My work till now. It may help:
I have attached images because pdf doesn't work, but still I can not poste more than 10 of them, so here is a google drive link to a pdf I made:
https://drive.google.com/file/d/1XWleXEybn1JoPCUzHG49RoK060CCfUNS/view?usp=sharing
 A: I found the answer myself. The thing a was looking for is called duality.
But more precisely what I was missing is what you need to take a number line where the $\vec{v_1}$ lies. And then define $\hat{u}$ which is kind of the unit vector in that number line. So logicaly $\vec{v_1}$ = [some number]  x
$\hat{u}$.
Now the idea is to squish the 2D space into this number line with a linear transformations.
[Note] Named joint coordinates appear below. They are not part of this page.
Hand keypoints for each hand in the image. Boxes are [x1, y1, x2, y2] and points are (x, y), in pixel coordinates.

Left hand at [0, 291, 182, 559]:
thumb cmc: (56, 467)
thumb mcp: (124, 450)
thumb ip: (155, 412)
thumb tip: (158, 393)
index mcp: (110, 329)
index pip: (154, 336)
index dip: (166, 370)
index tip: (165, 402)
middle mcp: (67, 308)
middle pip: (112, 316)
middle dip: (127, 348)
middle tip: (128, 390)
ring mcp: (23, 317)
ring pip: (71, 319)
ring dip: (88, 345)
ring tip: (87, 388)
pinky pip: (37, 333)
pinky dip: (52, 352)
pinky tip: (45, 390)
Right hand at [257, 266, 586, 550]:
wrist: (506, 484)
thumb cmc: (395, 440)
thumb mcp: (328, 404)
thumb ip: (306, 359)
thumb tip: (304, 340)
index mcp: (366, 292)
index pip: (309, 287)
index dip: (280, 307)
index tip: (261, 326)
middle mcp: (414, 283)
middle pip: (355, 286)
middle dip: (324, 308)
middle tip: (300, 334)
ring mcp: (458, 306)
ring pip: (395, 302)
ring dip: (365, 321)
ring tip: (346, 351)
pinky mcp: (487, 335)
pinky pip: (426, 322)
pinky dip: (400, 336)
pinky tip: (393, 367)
You find where the $\hat{i}$ and $\hat{j}$ land, which I called $\hat{\hat{i}}$ and $\hat{\hat{j}}$ respectively. And construct a linear transformation matrice where $\hat{\hat{i}}$ and $\hat{\hat{j}}$ are represented with the $\hat{u}$ unit vector. Because they lie in the same line as $\hat{u}$ there is some nice symmetry between the $\vec{v_1}$ components $\vec{v_x}$,$\vec{v_y}$ and $\hat{\hat{i}}$,$\hat{\hat{j}}$.
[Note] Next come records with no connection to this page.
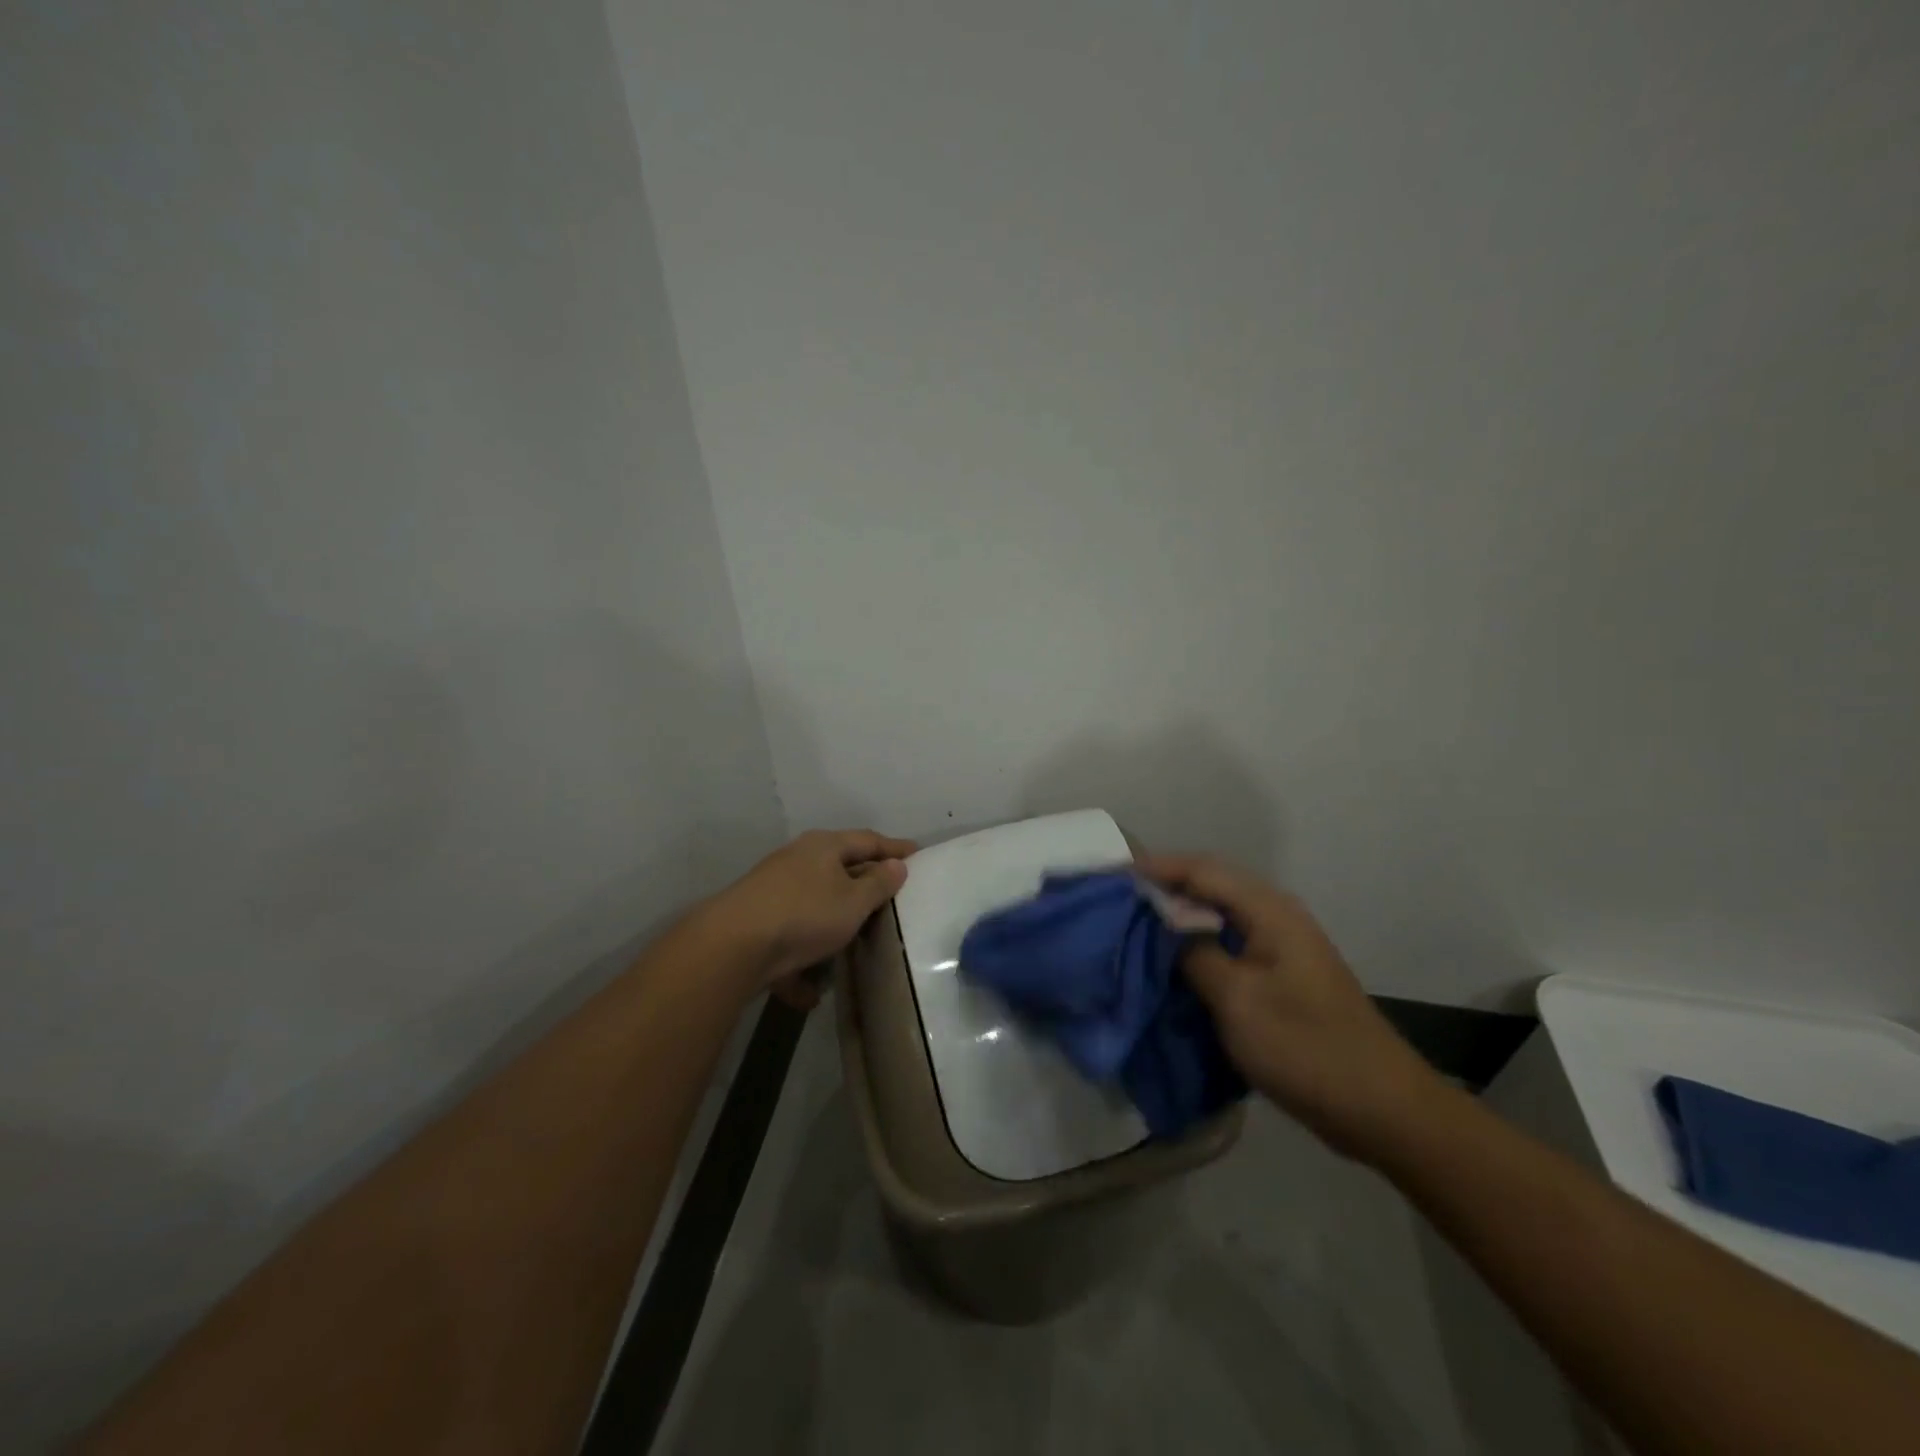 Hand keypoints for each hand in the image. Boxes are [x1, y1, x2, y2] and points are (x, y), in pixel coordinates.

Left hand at [706, 829, 916, 1007]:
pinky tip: (811, 991)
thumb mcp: (853, 900)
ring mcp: (773, 891)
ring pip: (813, 904)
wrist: (732, 947)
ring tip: (855, 942)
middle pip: (839, 868)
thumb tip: (895, 865)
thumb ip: (879, 883)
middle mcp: (797, 861)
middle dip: (863, 883)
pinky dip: (802, 962)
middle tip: (891, 895)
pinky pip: (790, 939)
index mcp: (823, 847)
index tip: (917, 854)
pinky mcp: (756, 924)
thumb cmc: (805, 913)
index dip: (894, 848)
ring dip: (833, 923)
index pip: (868, 840)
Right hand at [1138, 854, 1444, 1160]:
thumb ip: (1194, 953)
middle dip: (1163, 887)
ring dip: (1178, 916)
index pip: (1202, 870)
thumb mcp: (1238, 1000)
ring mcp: (1281, 947)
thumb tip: (1164, 924)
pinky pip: (1228, 944)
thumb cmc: (1306, 1048)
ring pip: (1218, 915)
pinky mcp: (1281, 976)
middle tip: (1117, 899)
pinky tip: (1172, 962)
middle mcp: (1276, 917)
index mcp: (1269, 911)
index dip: (1155, 867)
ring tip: (1134, 926)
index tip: (1111, 875)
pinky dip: (1196, 944)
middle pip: (1210, 885)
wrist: (1381, 1109) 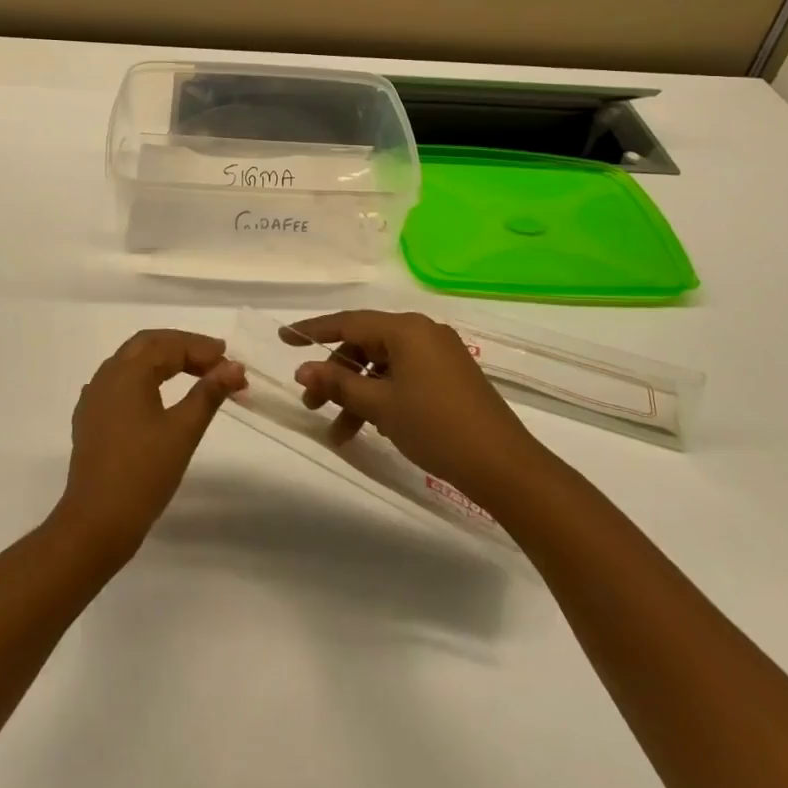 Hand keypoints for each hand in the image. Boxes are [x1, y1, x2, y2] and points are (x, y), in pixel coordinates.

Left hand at [55, 330, 246, 557]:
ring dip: (163, 360)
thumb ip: (209, 393)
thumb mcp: (183, 431)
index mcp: (128, 372)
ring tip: (193, 373)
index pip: (170, 346)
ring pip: (131, 362)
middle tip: (215, 359)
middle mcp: (107, 376)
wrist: (95, 524)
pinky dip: (144, 379)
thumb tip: (234, 367)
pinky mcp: (90, 420)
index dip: (203, 350)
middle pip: (147, 345)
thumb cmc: (143, 474)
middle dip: (182, 347)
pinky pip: (119, 383)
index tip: (231, 364)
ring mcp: (94, 398)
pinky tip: (155, 395)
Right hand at [283, 310, 547, 505]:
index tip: (284, 337)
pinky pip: (403, 376)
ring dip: (357, 393)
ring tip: (338, 432)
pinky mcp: (449, 376)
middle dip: (335, 374)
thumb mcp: (381, 406)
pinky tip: (371, 426)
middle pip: (365, 344)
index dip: (312, 330)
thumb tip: (303, 369)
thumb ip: (340, 385)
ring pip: (383, 365)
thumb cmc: (436, 427)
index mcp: (405, 329)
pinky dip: (382, 397)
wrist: (503, 465)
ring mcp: (438, 353)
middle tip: (311, 404)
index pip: (348, 322)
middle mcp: (421, 332)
Unfortunately I cannot really draw here. But the 3blu1brown video on dot product and duality does that amazingly clear.
Because of this symmetry, the linear transformation matrix looks like this [$v_x$ $v_y$]. Now you multiply this with the $\vec{v_2}$ and you have the tools to describe projection with linear transformations.
The projection happens because when you squish 2D in the number line with this matric [$v_x$ $v_y$], the $\hat{i}$ and $\hat{j}$ get projected into the number line and form $\hat{\hat{i}}$ and $\hat{\hat{j}}$, which lie on the number line. Because $\hat{i}$ and $\hat{j}$ get projected all the other vectors represented by them, like $\vec{v_2}$, do too.
Link to the 3blu1brown video that helped me:
https://youtu.be/LyGKycYT2v0
Notes. What I did in my pdf is take this number line in the x axes (where $\hat{i}$ lies), which is not a good idea, because you don't see the projection.